|This paper titled, Characterizing the dynamic movement of thunderstorms using VLF/LF total lightning data over the Pearl River Delta region, describes the use of lightning location data to characterize thunderstorms in various ways. The authors provided detailed discussion of the methodology related to the storm clustering algorithm, with nice visuals to clearly illustrate what was done. The figures are generally well made and professional looking. However, due to my major concerns with the paper that I outline below, I believe there should be major revisions done.

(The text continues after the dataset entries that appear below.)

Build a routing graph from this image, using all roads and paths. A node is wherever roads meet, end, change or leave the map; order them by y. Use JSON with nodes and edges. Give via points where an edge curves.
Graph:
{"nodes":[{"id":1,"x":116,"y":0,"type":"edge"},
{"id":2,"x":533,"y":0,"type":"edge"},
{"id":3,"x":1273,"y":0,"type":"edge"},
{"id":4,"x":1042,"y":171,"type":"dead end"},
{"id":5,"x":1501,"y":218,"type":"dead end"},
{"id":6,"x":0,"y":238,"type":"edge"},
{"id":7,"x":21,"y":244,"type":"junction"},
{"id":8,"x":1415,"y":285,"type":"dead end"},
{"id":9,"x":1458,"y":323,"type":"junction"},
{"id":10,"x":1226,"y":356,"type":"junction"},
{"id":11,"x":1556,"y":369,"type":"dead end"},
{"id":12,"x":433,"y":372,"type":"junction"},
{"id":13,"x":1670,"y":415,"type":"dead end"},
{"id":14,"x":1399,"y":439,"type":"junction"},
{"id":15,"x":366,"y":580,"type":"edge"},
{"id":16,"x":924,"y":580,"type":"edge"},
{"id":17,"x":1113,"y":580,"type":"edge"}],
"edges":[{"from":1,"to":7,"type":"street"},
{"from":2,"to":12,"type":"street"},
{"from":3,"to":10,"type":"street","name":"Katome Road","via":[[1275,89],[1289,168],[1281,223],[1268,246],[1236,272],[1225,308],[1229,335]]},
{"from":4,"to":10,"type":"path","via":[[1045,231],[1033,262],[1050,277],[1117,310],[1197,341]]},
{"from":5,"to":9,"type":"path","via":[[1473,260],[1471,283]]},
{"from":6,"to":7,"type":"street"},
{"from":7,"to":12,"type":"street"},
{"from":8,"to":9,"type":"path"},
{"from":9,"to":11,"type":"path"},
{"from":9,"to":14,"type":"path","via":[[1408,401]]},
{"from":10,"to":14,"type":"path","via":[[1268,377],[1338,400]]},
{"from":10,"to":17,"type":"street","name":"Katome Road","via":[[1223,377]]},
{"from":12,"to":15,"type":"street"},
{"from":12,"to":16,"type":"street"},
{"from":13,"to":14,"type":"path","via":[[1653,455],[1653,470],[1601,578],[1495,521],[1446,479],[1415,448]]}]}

If the authors can address my concerns, I do believe this work can be a positive contribution to the literature.|
I am concerned that the authors have not done a thorough literature review for the background of this study. They state that no other studies have used lightning data to study thunderstorm characteristics, which is simply not true. Below I list several after just a few minutes of online research. I think the authors need to take the time to properly review the literature to understand what research has been completed in this domain.
My biggest concern with the paper is that much of the discussion relates to statistics (max, min, median, etc.) and makes some generalized claims relating to these quantities. However, the sampling size of this study is extremely small with only 8 storms. Because of this, I think the authors need to refrain from making generalized claims.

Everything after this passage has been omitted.